Carol Kaesuk Yoon: Just Like Animals, Plants Like Life Too
From The New York Times:
When a plant is wounded, its body immediately kicks into protection mode. It releases a bouquet of volatile chemicals, which in some cases have been shown to induce neighboring plants to pre-emptively step up their own chemical defenses and in other cases to lure in predators of the beasts that may be causing the damage to the plants.Why else, asks Yoon, do many plants have thorns, poison, and other evolutionary defense mechanisms? They have the same innate desire to survive as any other form of life.

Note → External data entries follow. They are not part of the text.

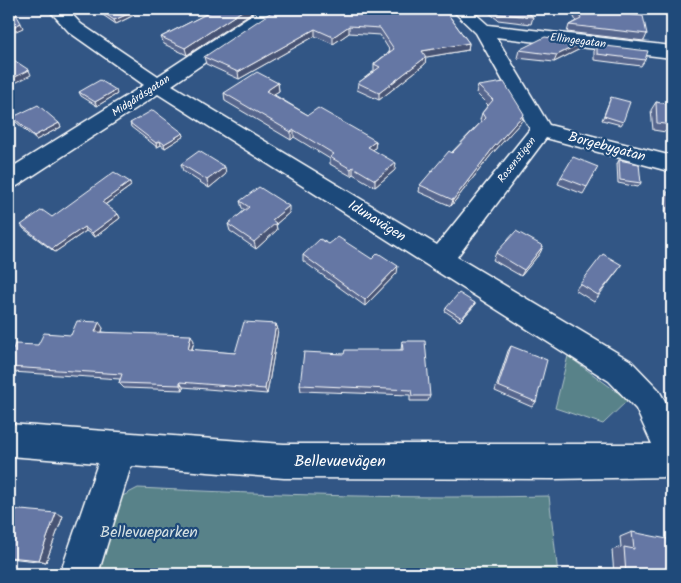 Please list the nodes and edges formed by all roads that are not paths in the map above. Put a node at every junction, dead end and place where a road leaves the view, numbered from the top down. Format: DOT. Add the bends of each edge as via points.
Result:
graph roads {
  1 [pos="57,9"];
  2 [pos="271,9"];
  3 [pos="460,9"];
  4 [pos="483,30"];
  5 [pos="672,52"];
  6 [pos="158,85"];
  7 [pos="541,130"];
  8 [pos="672,164"];
  9 [pos="9,180"];
  10 [pos="440,260"];
  11 [pos="9,440"];
  12 [pos="118,450"];
  13 [pos="672,453"];
  14 [pos="672,460"];
  15 [pos="78,574"];
  1 -- 6 [label="street, Idunavägen" via="75,28"];
  2 -- 6 [label="street, Midgårdsgatan"];
  3 -- 4 [label="street, Rosenstigen"];
  4 -- 5 [label="street, Ellingegatan"];
  4 -- 7 [label="street, Rosenstigen"];
  6 -- 9 [label="street, Midgårdsgatan"];
  6 -- 10 [label="street, Idunavägen"];
  7 -- 8 [label="street, Borgebygatan"];
  7 -- 10 [label="street, Rosenstigen"];
  10 -- 13 [label="street, Idunavägen" via="620,371 643,392 660,417"];
  11 -- 12 [label="street, Bellevuevägen"];
  12 -- 14 [label="street, Bellevuevägen" via="284,461"];
  12 -- 15 [label="street"];
}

Plants have even been shown to exhibit basic behavioral patterns:
Not too long ago, scientists even reported evidence that plants could detect and grow differently depending on whether they were in the presence of close relatives, a level of behavioral sophistication most animals have not yet been found to show.Even if you were to attempt to subsist on an all-mushroom diet, you would be no better off from a moral standpoint, as fungi are closer evolutionary relatives to us than plants. Yoon isn’t advocating for a diet without meat or vegetables, she is simply pointing out that the societal value placed on animal life never seems to apply to plant life, even though they are both very much alive. Because animals have faces, display basic emotions, and actively seek to protect themselves, many people have difficulty rationalizing the death of another creature to sustain themselves. However, Yoon points out that all humans — whether vegetarian, vegan, or omnivorous — rely on eating other living things to survive.